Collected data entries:
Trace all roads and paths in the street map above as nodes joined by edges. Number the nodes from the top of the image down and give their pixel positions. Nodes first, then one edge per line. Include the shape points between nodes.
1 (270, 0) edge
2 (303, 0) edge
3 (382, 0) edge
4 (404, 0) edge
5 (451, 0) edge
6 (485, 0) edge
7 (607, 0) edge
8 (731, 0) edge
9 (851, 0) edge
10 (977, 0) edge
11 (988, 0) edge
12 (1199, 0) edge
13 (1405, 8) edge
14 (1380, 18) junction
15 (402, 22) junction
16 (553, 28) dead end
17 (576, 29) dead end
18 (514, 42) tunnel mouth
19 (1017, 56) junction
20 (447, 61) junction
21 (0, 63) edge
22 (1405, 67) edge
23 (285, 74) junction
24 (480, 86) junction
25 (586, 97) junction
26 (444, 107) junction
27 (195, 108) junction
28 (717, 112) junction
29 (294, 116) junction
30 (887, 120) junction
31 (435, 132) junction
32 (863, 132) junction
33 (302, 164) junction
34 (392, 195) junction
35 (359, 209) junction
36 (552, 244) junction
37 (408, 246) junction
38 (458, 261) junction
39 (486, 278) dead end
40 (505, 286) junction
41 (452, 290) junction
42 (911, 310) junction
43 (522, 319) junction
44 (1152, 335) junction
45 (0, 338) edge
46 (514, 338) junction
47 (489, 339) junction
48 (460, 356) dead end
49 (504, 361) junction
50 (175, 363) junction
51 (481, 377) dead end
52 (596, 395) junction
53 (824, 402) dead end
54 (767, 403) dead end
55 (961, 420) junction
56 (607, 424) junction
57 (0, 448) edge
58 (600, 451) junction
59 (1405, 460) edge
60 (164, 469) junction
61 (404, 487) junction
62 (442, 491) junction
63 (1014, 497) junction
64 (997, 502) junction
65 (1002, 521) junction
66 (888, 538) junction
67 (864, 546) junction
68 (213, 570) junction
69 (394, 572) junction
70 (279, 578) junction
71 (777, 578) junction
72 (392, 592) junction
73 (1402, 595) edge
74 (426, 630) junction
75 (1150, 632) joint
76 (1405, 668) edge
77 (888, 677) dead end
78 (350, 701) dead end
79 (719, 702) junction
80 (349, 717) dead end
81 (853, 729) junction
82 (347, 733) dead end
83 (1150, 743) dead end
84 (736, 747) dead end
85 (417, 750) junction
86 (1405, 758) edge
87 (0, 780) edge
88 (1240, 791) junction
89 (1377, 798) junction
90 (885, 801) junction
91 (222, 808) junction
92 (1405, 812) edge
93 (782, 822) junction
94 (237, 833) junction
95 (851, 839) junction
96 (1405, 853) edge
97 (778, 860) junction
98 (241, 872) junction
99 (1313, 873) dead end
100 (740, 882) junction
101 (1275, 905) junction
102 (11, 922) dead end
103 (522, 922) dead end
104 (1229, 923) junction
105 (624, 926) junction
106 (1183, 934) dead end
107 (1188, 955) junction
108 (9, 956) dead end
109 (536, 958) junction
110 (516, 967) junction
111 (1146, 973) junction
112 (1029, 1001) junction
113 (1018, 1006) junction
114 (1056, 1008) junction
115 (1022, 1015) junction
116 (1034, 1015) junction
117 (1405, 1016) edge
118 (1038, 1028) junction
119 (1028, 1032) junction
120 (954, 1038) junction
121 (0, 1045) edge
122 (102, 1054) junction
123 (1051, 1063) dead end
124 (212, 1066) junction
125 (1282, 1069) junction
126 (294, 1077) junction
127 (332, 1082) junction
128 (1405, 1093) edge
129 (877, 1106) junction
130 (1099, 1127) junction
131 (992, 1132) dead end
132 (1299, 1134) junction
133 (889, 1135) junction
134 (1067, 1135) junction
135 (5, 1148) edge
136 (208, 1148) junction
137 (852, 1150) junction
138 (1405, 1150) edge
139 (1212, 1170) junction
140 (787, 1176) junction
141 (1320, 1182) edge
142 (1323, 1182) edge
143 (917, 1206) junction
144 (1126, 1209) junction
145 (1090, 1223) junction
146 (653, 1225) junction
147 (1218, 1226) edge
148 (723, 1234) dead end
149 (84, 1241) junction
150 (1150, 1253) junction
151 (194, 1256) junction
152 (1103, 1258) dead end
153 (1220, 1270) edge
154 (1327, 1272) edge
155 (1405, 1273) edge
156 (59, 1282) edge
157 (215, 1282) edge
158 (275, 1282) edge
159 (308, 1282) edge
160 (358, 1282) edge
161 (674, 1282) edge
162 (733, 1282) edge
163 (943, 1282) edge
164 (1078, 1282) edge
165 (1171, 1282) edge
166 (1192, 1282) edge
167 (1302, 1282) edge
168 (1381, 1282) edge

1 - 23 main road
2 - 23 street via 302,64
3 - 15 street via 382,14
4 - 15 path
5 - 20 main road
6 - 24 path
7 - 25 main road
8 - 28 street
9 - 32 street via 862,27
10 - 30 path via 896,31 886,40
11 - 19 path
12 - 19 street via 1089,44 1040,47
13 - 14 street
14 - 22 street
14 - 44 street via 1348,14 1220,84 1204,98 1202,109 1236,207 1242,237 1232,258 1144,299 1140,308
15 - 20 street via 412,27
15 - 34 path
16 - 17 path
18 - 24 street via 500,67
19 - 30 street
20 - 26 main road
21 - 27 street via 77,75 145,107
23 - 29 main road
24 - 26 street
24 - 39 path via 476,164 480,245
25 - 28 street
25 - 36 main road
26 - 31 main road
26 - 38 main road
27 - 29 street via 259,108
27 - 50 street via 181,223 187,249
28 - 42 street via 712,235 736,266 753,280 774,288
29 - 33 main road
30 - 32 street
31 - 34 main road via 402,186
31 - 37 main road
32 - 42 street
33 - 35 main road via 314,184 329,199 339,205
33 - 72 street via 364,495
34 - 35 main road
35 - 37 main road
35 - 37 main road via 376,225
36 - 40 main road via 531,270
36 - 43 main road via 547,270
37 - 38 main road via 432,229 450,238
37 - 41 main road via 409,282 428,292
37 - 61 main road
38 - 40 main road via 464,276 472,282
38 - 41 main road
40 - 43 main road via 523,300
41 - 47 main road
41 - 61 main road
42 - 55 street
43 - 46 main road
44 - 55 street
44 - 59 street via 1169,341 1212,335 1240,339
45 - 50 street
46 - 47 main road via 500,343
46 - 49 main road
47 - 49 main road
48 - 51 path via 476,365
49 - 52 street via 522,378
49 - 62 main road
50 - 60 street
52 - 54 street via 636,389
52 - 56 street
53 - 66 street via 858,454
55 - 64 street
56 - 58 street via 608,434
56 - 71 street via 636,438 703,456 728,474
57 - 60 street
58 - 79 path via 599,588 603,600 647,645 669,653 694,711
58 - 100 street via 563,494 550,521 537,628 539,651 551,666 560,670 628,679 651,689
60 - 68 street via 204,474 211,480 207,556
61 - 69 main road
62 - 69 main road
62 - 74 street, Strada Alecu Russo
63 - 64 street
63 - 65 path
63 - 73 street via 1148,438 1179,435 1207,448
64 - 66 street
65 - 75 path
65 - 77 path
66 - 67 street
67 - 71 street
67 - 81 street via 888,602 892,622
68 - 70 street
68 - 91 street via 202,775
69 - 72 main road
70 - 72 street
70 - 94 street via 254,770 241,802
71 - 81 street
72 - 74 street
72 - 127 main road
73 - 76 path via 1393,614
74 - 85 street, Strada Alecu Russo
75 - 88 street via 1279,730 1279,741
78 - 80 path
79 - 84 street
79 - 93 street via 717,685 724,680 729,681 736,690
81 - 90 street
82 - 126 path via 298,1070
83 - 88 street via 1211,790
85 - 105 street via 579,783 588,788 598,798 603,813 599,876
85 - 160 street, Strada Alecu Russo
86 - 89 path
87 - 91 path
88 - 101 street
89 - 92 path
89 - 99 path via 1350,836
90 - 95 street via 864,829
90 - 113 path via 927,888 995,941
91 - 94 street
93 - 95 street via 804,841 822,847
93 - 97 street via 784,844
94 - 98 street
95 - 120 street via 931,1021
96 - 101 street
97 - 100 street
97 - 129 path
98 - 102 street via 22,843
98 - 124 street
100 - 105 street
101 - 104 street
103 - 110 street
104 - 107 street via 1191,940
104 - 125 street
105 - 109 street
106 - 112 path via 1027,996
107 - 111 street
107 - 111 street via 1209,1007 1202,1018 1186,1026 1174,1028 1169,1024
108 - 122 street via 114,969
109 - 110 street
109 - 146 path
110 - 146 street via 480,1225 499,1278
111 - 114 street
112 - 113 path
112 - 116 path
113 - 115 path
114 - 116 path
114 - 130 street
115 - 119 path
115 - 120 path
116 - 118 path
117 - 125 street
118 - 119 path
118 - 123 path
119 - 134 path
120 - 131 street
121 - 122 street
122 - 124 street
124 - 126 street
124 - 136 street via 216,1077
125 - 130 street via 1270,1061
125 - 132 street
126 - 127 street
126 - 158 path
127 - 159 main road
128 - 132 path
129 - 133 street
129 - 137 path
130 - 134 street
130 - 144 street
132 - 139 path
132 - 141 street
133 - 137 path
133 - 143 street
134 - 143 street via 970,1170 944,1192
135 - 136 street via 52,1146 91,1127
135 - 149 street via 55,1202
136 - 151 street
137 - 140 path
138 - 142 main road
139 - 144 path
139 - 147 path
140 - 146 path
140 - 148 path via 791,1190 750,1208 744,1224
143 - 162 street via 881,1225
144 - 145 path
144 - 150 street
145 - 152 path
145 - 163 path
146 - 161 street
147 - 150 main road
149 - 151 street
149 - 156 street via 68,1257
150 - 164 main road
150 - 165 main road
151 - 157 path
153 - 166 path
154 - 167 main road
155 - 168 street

--- Work order ---
In the lines above, find each one with "Alecu" and list it.

--- Response for this exercise ---
62 - 74 street, Strada Alecu Russo
74 - 85 street, Strada Alecu Russo
85 - 160 street, Strada Alecu Russo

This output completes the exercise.